There has been no substantial improvement in the jobs market over the past two years. The remaining sectors of the economy that have had relatively high-paying and secure jobs—such as the auto and the airline industries—are seeing a sustained assault on wages and benefits.

According to a US Census Bureau report released on August 30, the number of Americans living in poverty increased in 2004 by 1.1 million. The poverty rate, now 12.7 percent of the population (37 million people), has increased for four consecutive years from 2000 to 2004. Even this figure understates the level of poverty in the US, as the official poverty level is much lower than the income required to meet basic needs.

Other figures also document the precarious financial position of growing number of Americans: rising debt levels, persistent unemployment and underemployment, rising requests for emergency food assistance and increased homelessness.

Real income has declined over the past year for most workers, who have seen stagnating or declining nominal wages together with a sharp growth in consumer prices, especially for energy. The situation is expected to get much worse as the winter months produce home heating bills that are up to 50 percent more than the already steep prices of last year.

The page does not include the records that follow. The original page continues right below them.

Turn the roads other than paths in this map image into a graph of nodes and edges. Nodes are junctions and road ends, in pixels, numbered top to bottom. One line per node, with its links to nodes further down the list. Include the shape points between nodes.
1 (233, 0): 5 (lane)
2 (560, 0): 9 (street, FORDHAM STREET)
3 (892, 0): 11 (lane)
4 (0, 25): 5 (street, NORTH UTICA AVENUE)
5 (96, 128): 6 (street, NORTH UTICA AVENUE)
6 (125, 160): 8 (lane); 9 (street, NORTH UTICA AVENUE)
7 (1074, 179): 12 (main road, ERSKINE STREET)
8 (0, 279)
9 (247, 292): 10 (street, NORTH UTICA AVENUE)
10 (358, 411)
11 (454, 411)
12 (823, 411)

The huge profits reported by energy companies in the past quarter—including a record $9.9 billion pulled in by ExxonMobil alone—have come directly out of the pockets of ordinary consumers who have faced mounting prices for gasoline and natural gas.

Note that high gains and high compensation are in the areas showing the most volatility, especially the hedge funds For an easily understandable explanation of hedge funds and derivatives, non-linear financial entities if there ever were one, see this article by Michael Panzner. These are vulnerable to, and contributors to, a growing volatility. As Kay wrote, they also profit, at least for a while, from that volatility. As Panzner and many others have warned, eventually the volatility overwhelms the system, causing panic and crash.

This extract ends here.